▸ **About this exercise**: Scan the material below for the string "that", and copy every line where it shows up.

** Opening Records provided block **

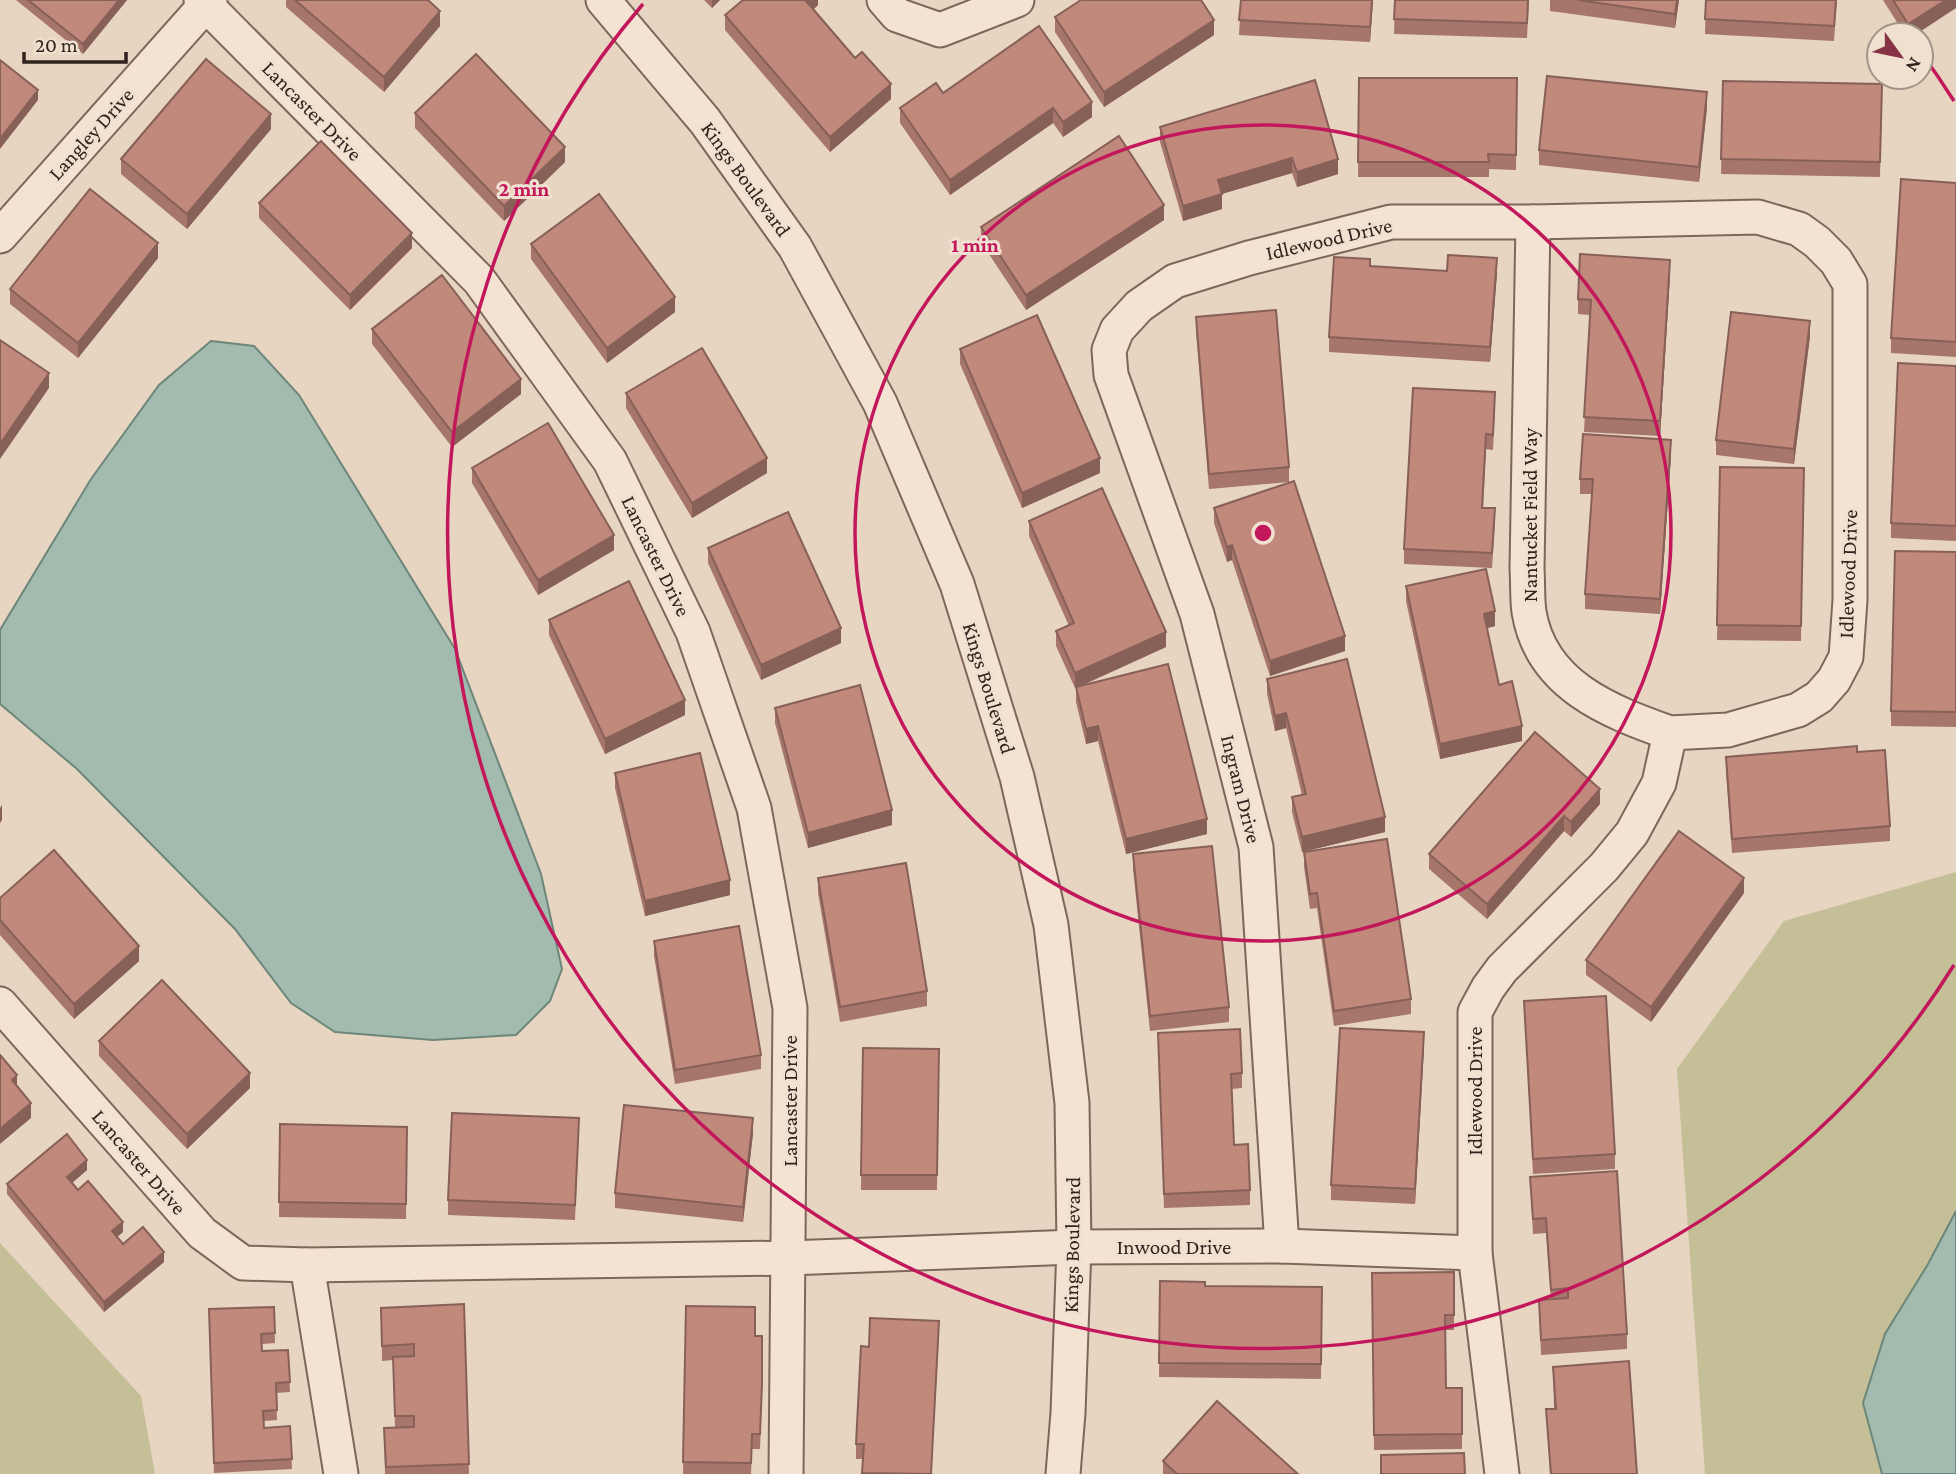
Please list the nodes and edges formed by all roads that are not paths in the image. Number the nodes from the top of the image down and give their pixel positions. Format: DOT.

** Closing Records provided block **
** Opening Records provided block **

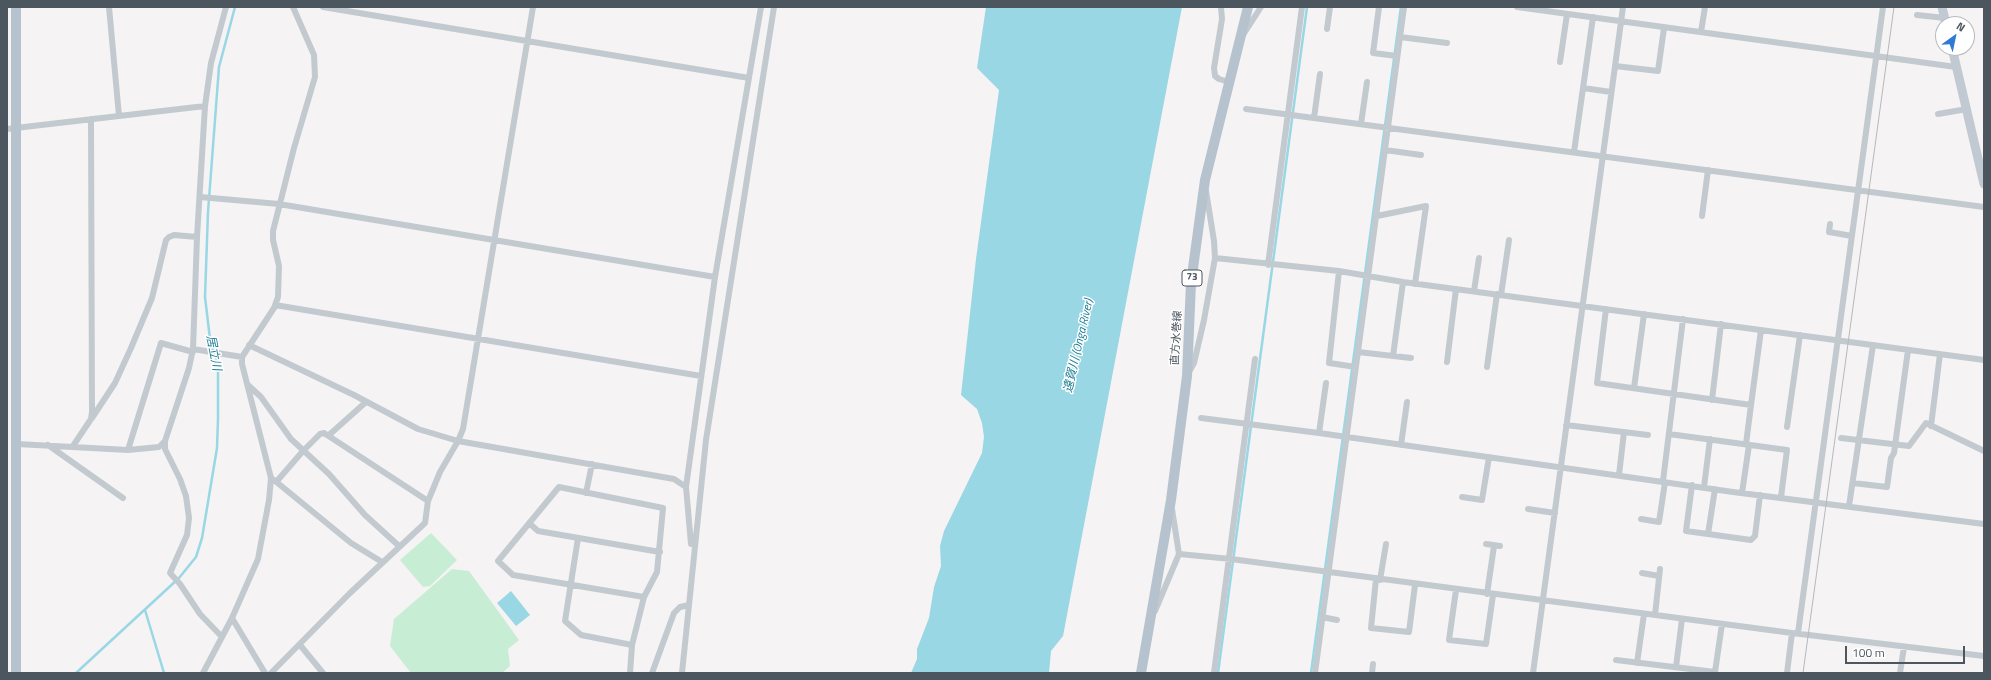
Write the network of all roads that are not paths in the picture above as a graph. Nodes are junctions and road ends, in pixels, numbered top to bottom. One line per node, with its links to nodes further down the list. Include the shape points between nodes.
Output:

** Closing Records provided block **
** Opening Records provided block **

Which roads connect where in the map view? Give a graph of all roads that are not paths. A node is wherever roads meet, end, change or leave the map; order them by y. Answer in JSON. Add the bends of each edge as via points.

** Closing Records provided block **

▸ **Your solution**:
Please list the nodes and edges formed by all roads that are not paths in the image. Number the nodes from the top of the image down and give their pixel positions. Format: DOT.
Write the network of all roads that are not paths in the picture above as a graph. Nodes are junctions and road ends, in pixels, numbered top to bottom. One line per node, with its links to nodes further down the list. Include the shape points between nodes.
Which roads connect where in the map view? Give a graph of all roads that are not paths. A node is wherever roads meet, end, change or leave the map; order them by y. Answer in JSON. Add the bends of each edge as via points.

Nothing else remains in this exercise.